● How to complete this task
From the entries below, copy exactly the lines from the one that contains "index dip: (1031, 839)" through the one that contains "pinky tip: (1110, 907)", both included, and only those.

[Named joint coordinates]

□ □ □ □

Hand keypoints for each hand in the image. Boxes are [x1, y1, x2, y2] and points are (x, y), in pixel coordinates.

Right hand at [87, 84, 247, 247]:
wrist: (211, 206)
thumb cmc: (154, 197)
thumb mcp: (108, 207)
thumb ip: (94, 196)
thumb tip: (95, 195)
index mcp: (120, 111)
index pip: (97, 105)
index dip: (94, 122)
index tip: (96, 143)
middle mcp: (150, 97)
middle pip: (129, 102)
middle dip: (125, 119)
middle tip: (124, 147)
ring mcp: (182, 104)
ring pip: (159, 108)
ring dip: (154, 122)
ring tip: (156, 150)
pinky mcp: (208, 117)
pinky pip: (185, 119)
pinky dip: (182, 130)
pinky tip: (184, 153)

□ □ □ □

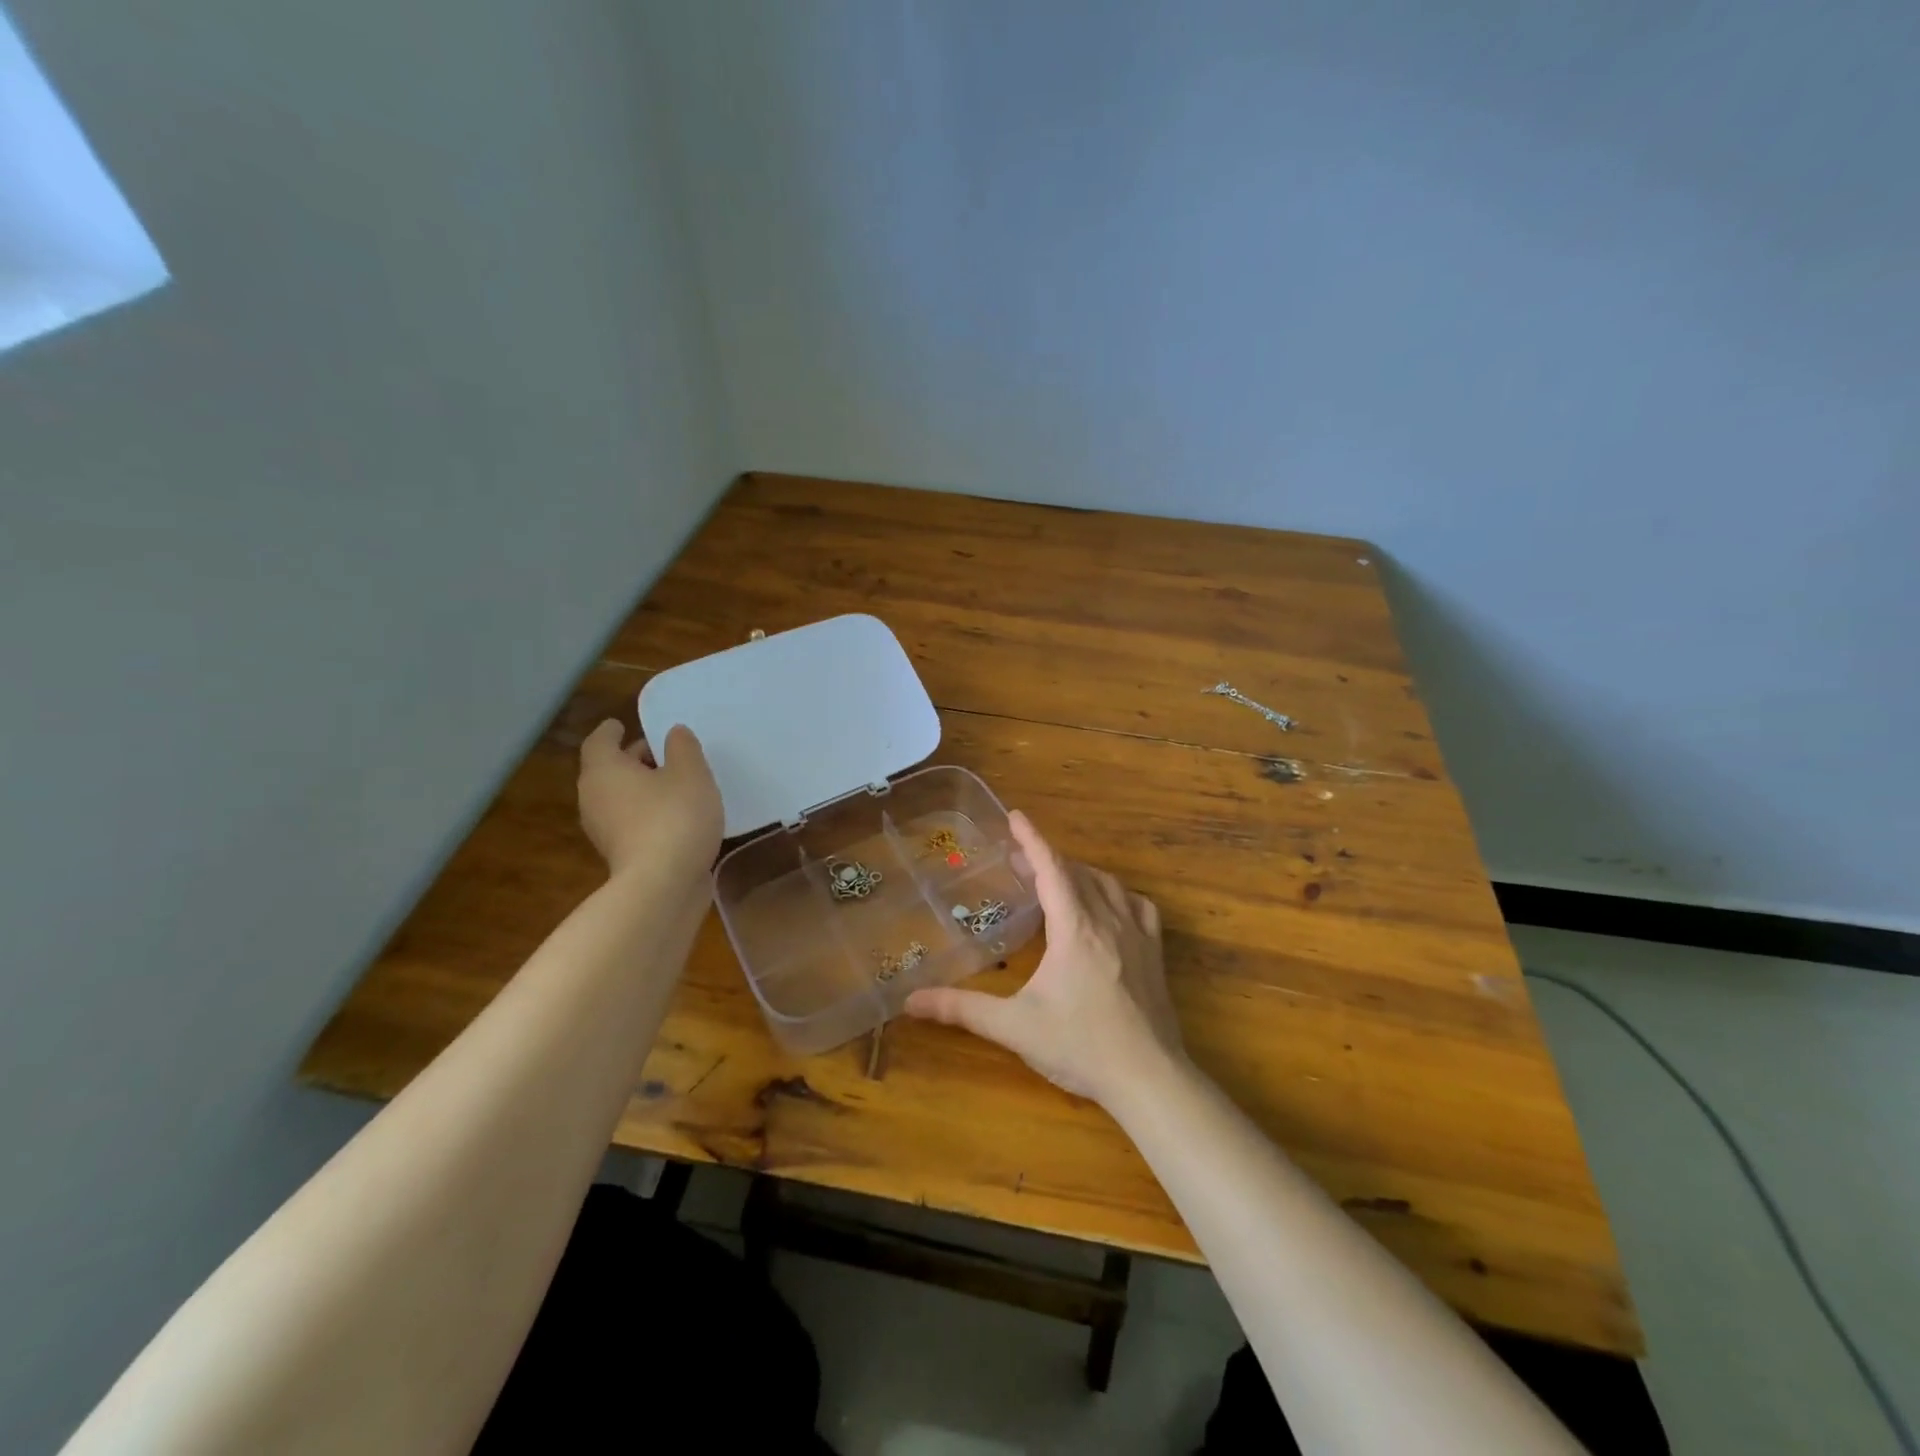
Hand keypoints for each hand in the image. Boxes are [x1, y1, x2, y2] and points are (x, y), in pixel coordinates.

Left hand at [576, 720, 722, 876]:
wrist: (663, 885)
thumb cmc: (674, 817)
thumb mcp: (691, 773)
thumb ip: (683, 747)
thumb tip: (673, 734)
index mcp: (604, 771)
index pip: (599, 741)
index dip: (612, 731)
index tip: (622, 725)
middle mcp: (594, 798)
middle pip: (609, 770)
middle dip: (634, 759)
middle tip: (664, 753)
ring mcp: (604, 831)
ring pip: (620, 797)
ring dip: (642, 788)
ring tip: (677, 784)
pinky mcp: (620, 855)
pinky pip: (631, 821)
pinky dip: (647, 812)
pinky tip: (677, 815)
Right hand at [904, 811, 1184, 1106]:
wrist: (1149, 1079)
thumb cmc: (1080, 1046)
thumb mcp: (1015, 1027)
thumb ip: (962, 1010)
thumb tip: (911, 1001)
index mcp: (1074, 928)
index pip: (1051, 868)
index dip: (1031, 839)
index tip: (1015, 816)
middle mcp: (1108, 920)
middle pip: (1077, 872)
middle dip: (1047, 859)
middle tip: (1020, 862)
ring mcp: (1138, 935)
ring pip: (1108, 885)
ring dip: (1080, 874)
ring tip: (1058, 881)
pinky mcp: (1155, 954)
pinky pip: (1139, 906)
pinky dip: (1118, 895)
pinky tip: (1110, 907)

□ □ □ □

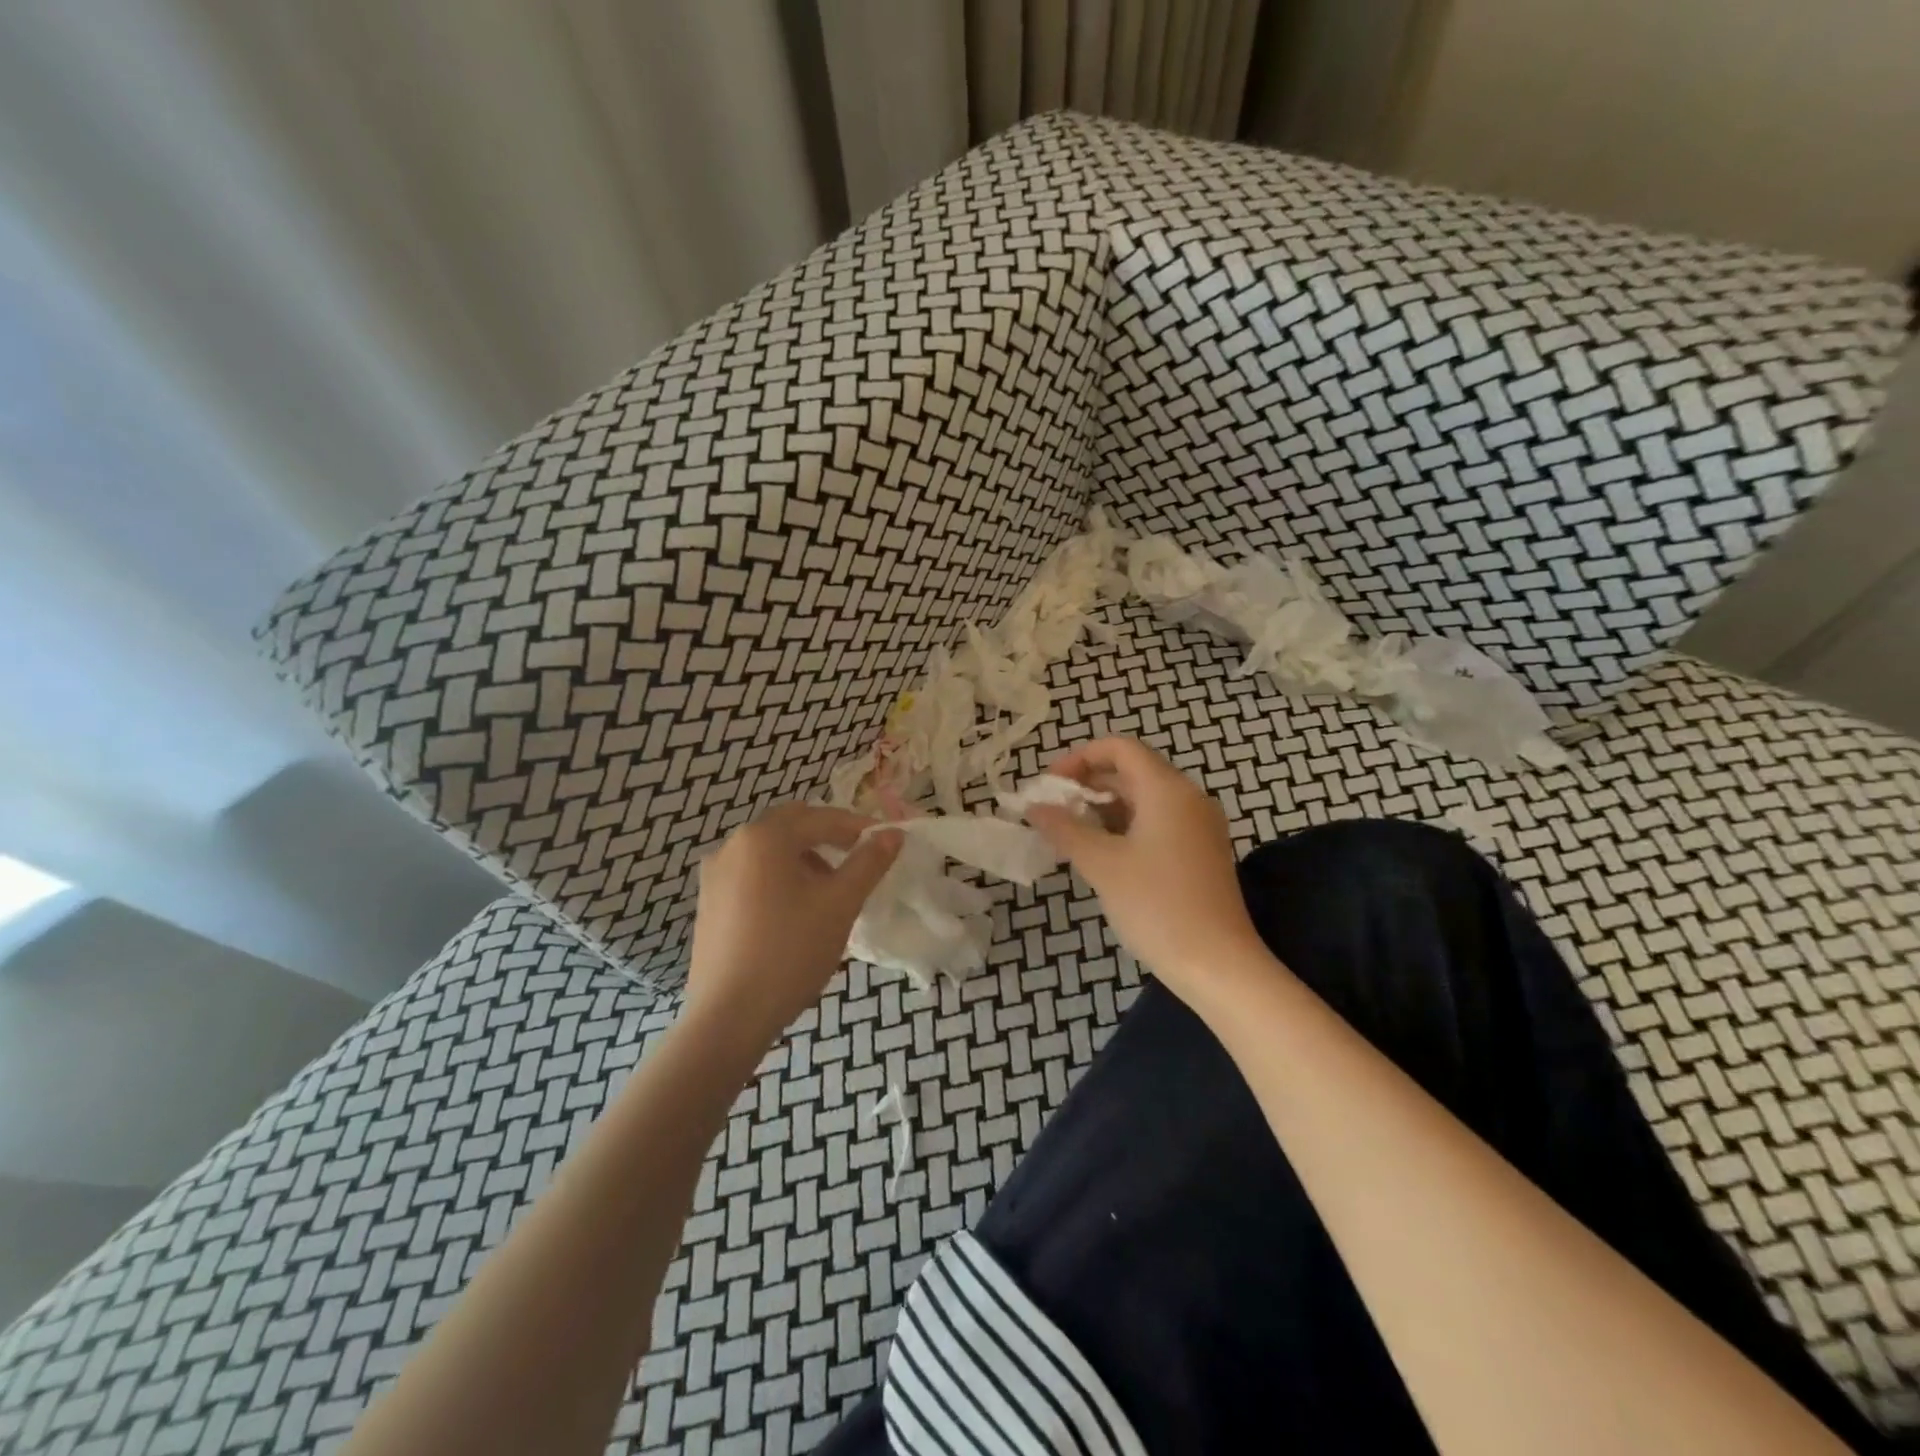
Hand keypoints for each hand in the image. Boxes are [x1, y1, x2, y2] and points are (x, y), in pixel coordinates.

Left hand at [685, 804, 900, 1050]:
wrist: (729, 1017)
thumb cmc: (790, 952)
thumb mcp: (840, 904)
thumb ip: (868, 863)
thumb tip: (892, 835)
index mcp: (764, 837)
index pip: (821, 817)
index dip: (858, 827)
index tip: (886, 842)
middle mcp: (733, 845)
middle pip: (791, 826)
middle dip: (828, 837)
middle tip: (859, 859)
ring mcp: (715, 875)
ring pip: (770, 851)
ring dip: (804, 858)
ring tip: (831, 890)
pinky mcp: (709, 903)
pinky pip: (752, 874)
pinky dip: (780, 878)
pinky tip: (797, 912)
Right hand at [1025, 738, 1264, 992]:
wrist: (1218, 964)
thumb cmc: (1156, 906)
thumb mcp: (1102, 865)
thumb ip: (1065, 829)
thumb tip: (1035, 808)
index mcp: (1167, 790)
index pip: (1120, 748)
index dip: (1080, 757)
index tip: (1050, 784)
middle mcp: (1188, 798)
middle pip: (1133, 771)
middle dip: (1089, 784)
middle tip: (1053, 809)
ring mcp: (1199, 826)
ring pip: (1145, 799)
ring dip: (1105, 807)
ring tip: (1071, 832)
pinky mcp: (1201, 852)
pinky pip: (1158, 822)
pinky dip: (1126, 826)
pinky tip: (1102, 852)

□ □ □ □

● Exercise output
index dip: (1031, 839)
index tip: (1015, 816)
middle mcp: (1108, 920)
middle pip: (1077, 872)
middle dip: (1047, 859)
middle tip: (1020, 862)
ring mcp: (1138, 935)
ring pip: (1108, 885)
ring dip: (1080, 874)
ring tip: (1058, 881)
pinky mcp: (1155, 954)
pinky pip: (1139, 906)
pinky dip: (1118, 895)
pinky tip: (1110, 907)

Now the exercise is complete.